There was a loud crack. She started again, but it was only a door slamming. Perhaps one of the door-shutters, she thought absently. She looked over her shoulder again. She could not stand this anymore. She had to go home, even if there was no solace there. Looked-over-shoulder.
The pen slipping in her sweaty hands, she reached for the sheet of paper on which she wrote the days. Two days ago had been Day Eight. That would make today Day Ten. I'm almost getting used to this, she thought. She giggled humorlessly, a shrill sound like a fork dragged across a porcelain plate. Looking down at the paper, she saw that her careful notations had been overlaid with red, scrawling writing: the same hand which had written her the threatening notes. She did not bother to read it, but simply ripped it to pieces with trembling hands, picked up a new piece of paper, and began to write, looked-over-shoulder.

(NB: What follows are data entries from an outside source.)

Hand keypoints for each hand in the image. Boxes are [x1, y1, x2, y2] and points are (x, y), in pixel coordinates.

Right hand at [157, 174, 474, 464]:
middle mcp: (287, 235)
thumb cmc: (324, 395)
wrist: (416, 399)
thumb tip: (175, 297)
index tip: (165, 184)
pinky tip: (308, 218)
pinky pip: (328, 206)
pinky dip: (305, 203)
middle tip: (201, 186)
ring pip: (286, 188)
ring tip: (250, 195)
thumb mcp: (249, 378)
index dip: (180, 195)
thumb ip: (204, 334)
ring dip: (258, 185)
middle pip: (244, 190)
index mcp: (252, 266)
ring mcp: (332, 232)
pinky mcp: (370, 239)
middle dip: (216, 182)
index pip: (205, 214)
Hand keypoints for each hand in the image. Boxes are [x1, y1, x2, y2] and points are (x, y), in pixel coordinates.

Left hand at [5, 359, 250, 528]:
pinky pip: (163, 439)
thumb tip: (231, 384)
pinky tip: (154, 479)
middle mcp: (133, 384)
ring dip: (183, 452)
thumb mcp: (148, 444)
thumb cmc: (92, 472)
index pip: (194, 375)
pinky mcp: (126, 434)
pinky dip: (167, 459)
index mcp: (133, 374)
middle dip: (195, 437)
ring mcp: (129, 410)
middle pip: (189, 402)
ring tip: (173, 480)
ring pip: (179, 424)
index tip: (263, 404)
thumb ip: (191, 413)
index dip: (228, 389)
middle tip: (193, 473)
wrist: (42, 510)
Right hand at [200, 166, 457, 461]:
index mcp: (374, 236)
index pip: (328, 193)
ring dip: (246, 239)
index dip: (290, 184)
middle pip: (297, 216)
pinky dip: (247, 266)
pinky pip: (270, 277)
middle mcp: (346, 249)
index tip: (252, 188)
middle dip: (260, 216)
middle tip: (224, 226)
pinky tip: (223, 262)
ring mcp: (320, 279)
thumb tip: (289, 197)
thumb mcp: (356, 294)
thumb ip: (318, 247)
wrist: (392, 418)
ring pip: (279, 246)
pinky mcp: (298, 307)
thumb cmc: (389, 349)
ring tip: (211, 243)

I am encountering no troubles at the Opera that I cannot deal with. Please do not worry, and do not inquire again, as it is tiresome. Give mother my love, dear sister. I will indeed pray for her tonight. Please do not visit me in Paris at this time, as it would be disruptive to my career.
All my love,
She finished the letter without satisfaction, wishing she could break off correspondence altogether. Didn't Adèle know she had enough to worry about? She swung her foot idly beneath the table, gnawing her lip as always. She glanced nervously at the forbidding mirror, and averted her eyes quickly.
Fright! She hunched closer in on herself as her swinging foot hit something beneath the desk. Drawing back, she stared straight ahead and listened to the deafening thump-thump of her heart. When her breath had calmed and the monster of fear in her stomach had gone back to sleep, she pulled that last scrap of courage from its hiding place and mustered the daring to glance beneath the table.

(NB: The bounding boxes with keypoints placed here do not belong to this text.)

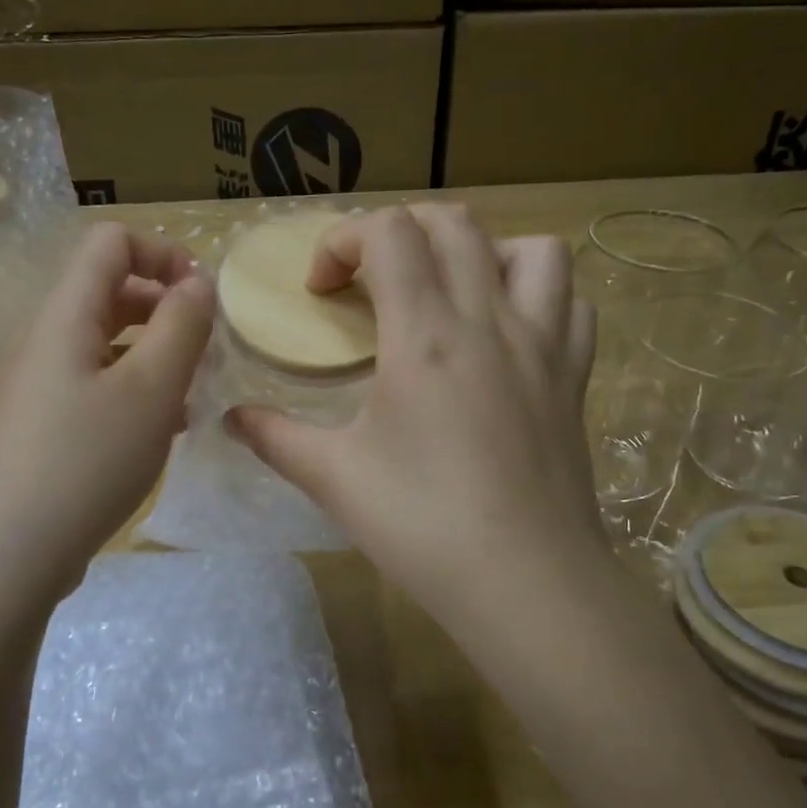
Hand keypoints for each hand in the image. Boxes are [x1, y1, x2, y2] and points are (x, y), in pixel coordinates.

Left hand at [0, 223, 213, 601]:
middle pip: (105, 292)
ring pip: (98, 345)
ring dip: (148, 355)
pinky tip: (152, 434)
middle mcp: (37, 340)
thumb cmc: (84, 463)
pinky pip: (84, 386)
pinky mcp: (28, 427)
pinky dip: (125, 392)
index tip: (204, 299)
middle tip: (202, 353)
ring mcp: (27, 386)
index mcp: (61, 316)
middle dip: (162, 309)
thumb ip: (181, 326)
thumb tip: (195, 284)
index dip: (164, 254)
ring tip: (185, 400)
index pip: (110, 243)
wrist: (0, 560)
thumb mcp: (151, 390)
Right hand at [226, 205, 606, 641]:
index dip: (343, 241)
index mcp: (425, 334)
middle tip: (371, 279)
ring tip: (452, 289)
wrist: (526, 583)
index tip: (321, 292)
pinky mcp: (574, 379)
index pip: (389, 232)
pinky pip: (571, 305)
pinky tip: (510, 332)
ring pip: (533, 250)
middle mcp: (490, 320)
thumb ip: (276, 437)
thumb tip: (231, 419)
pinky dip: (540, 298)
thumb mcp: (334, 479)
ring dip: (484, 251)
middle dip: (400, 231)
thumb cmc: (422, 525)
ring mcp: (544, 346)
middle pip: (454, 224)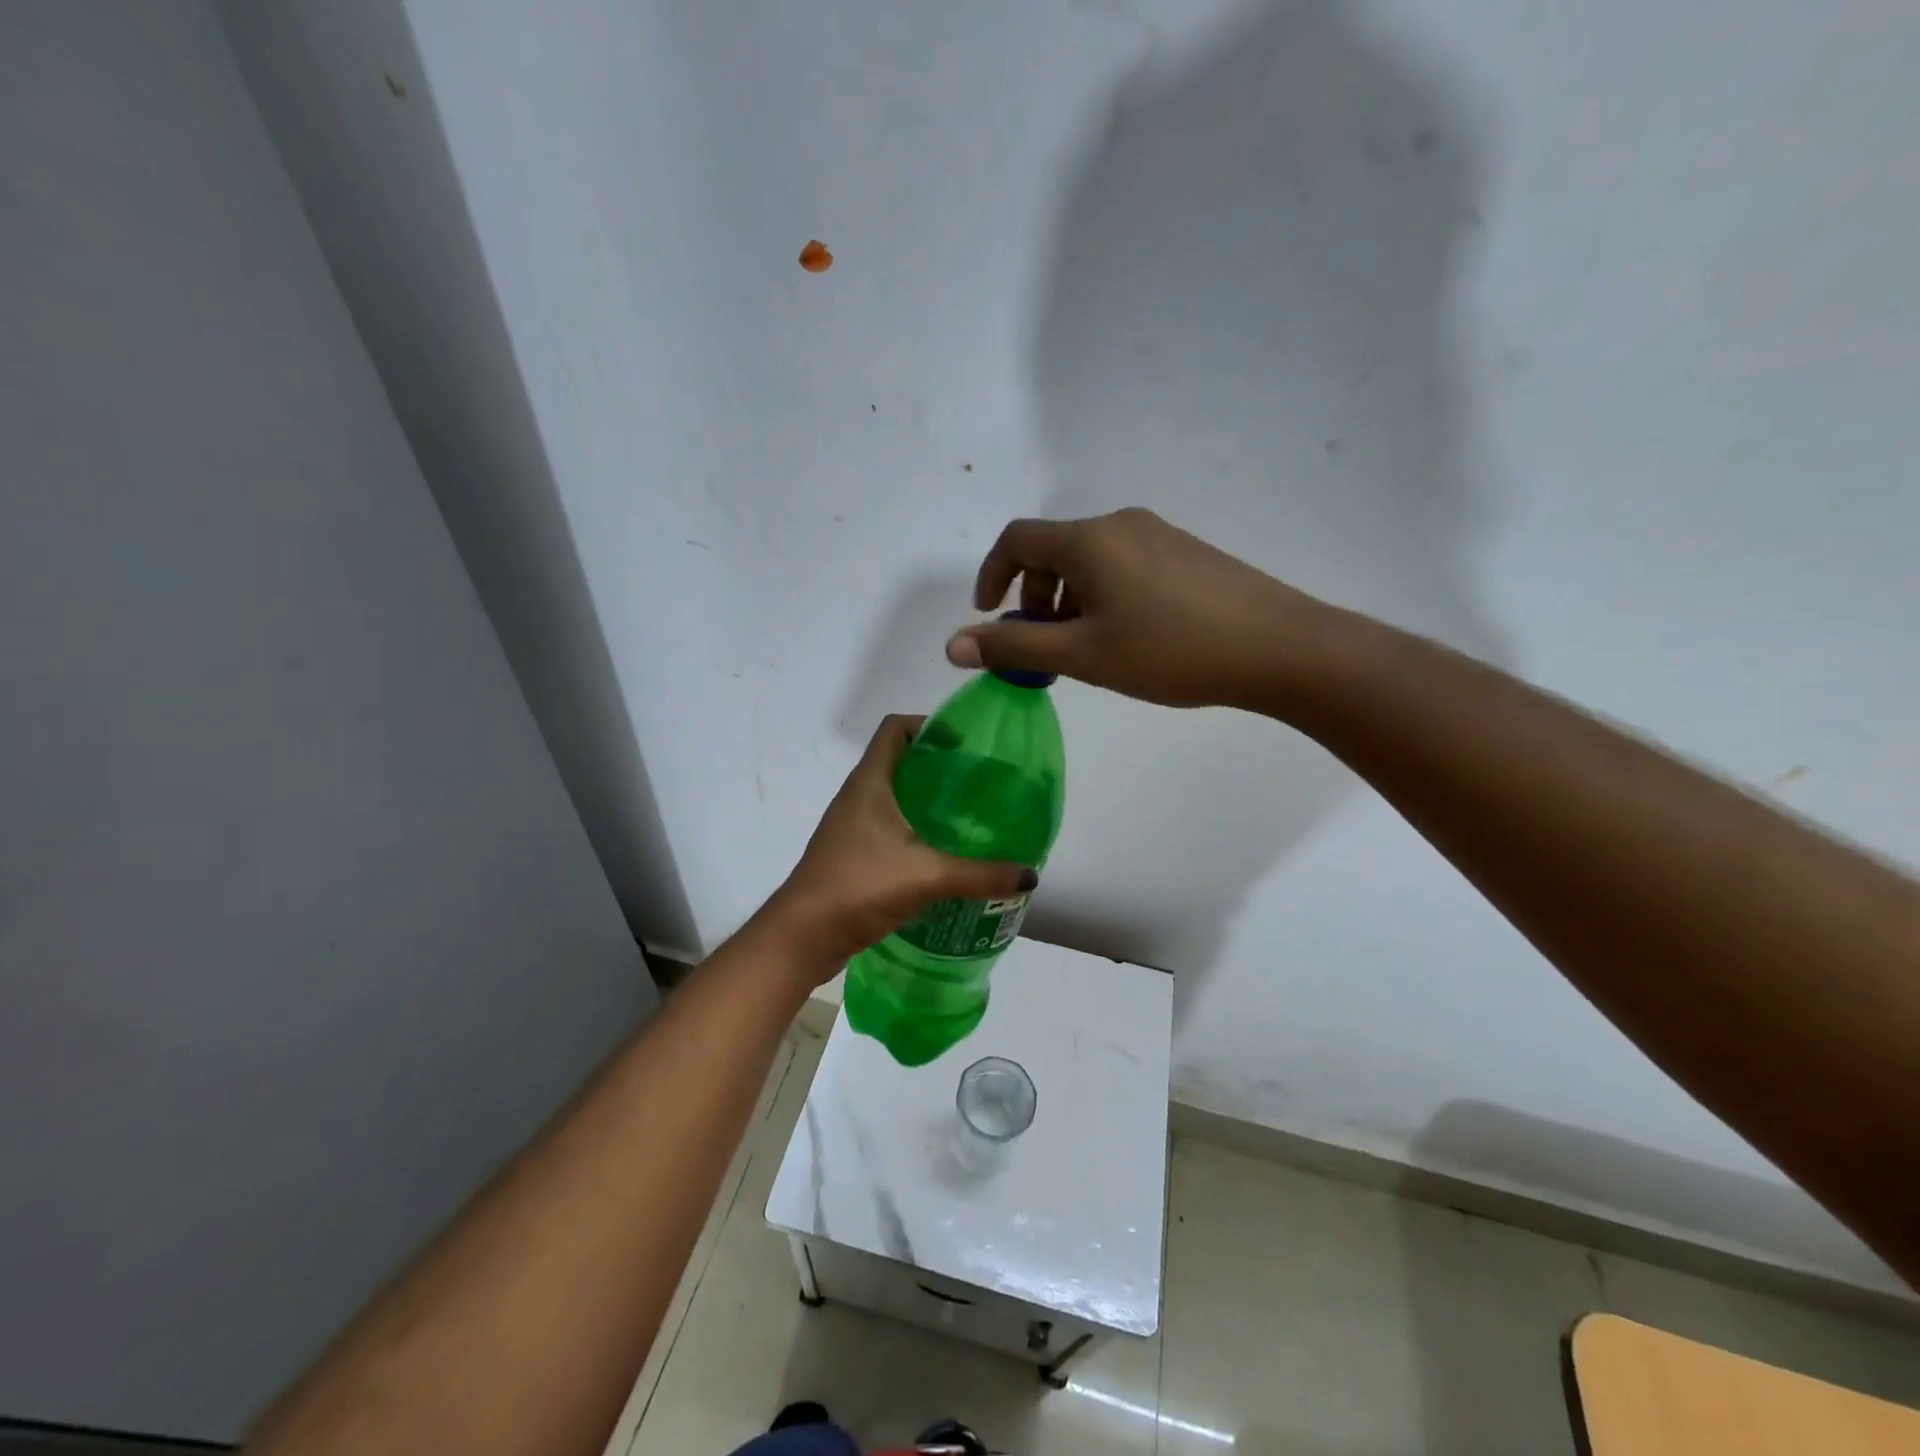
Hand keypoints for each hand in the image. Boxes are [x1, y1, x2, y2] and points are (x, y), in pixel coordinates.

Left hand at [760, 716, 1037, 977]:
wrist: (801, 937)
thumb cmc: (858, 887)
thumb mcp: (926, 876)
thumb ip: (980, 875)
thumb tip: (1029, 876)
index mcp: (869, 782)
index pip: (895, 728)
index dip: (928, 724)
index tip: (965, 742)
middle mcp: (857, 797)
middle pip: (899, 761)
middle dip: (938, 766)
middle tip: (979, 781)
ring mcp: (851, 827)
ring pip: (894, 798)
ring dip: (927, 802)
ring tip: (968, 816)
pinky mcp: (852, 855)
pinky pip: (889, 829)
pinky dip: (916, 831)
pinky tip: (943, 854)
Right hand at [944, 508, 1334, 710]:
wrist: (1277, 647)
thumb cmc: (1169, 651)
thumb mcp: (1082, 655)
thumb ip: (1014, 647)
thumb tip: (953, 645)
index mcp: (1089, 540)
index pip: (1016, 539)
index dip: (991, 576)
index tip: (990, 617)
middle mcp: (1120, 524)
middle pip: (1054, 549)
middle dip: (1034, 595)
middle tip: (1045, 645)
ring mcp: (1158, 534)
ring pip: (1090, 559)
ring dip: (1069, 599)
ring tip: (1087, 648)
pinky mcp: (1186, 552)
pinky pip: (1124, 565)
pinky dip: (1103, 595)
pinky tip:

There were only papers, a small stack of papers that shone an eerie white in the shadows beneath her desk. Upon closer, hesitant examination, Geneviève found that they were letters, or perhaps pages from a journal, written in a neat round hand. With cautious fingers, Geneviève pulled the stack out into the light.
The very first piece of paper was a letter of some sort; Geneviève's eye was drawn to a dire pronouncement in the letter: I do not know myself when I sing. She rifled through the letters, the paper rustling like the wings of a bird. It was an eerie sound, and the only sound in the room apart from the blood rushing in Geneviève's ears. Dear Raoul, said a letter. And another was signed with a name, the neat round handwriting now trembling and indecisive: CHRISTINE DAAÉ.

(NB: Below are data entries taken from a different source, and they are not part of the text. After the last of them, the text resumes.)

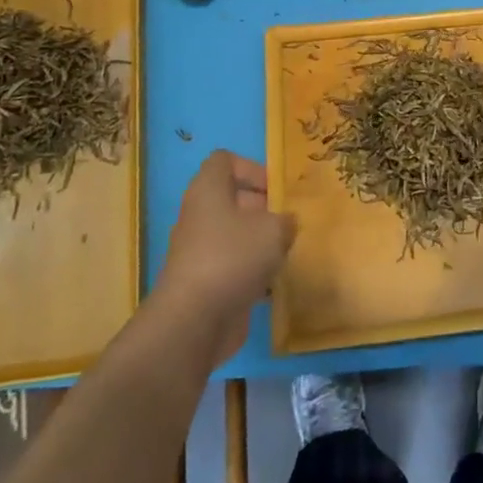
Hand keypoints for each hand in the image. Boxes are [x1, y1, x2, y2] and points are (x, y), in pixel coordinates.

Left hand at [154, 150, 294, 364]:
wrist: (194, 322)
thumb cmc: (232, 258)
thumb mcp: (274, 230)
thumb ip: (285, 220)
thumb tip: (286, 223)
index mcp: (208, 191)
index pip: (224, 161)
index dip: (252, 168)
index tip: (276, 189)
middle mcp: (199, 216)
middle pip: (231, 199)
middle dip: (262, 208)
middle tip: (288, 221)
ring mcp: (199, 251)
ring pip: (233, 234)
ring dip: (259, 242)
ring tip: (286, 252)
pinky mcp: (204, 282)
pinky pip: (233, 265)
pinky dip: (252, 271)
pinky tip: (274, 283)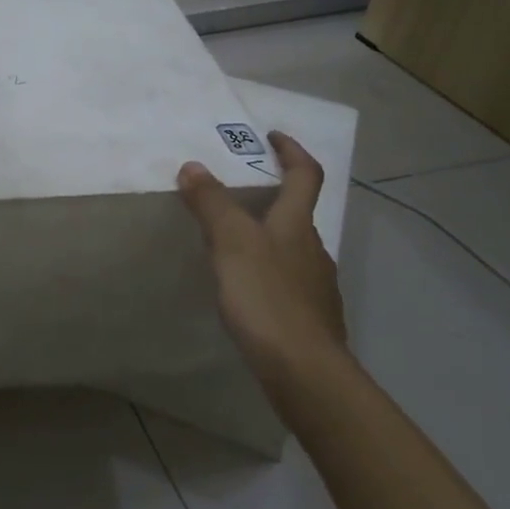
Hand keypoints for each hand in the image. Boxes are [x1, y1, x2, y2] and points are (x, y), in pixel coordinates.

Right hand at [178, 133, 345, 393]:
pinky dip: (269, 273)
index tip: (272, 136)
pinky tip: (247, 290)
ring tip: (232, 242)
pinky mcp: (310, 318)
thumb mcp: (231, 242)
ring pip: (292, 249)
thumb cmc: (266, 297)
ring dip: (268, 237)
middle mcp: (312, 249)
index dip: (292, 151)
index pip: (305, 175)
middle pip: (298, 213)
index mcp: (297, 224)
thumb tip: (193, 165)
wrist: (304, 371)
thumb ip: (211, 203)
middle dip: (273, 197)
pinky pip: (288, 282)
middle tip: (237, 193)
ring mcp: (316, 286)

She knew that she had taken the place of one Christine Daaé at the Opera. She knew that she was in Daaé's dressing-room. Christine Daaé was a singer. But who was she? What haunted the dressing-room of this Christine?
Who was Christine Daaé?
I apologise for my late correspondence, but I may tell you happily now that Mother is on the mend! We were very worried for a spell, but her illness seems to be passing now. Regarding your latest letter, I must restate that I am your sister! I do hope that you will still remember your family now that you have a blossoming 'career!' But truly, dear sister, I love you – we love you – and I miss you deeply. Please write soon, and tell us what is happening in your exciting life in the city.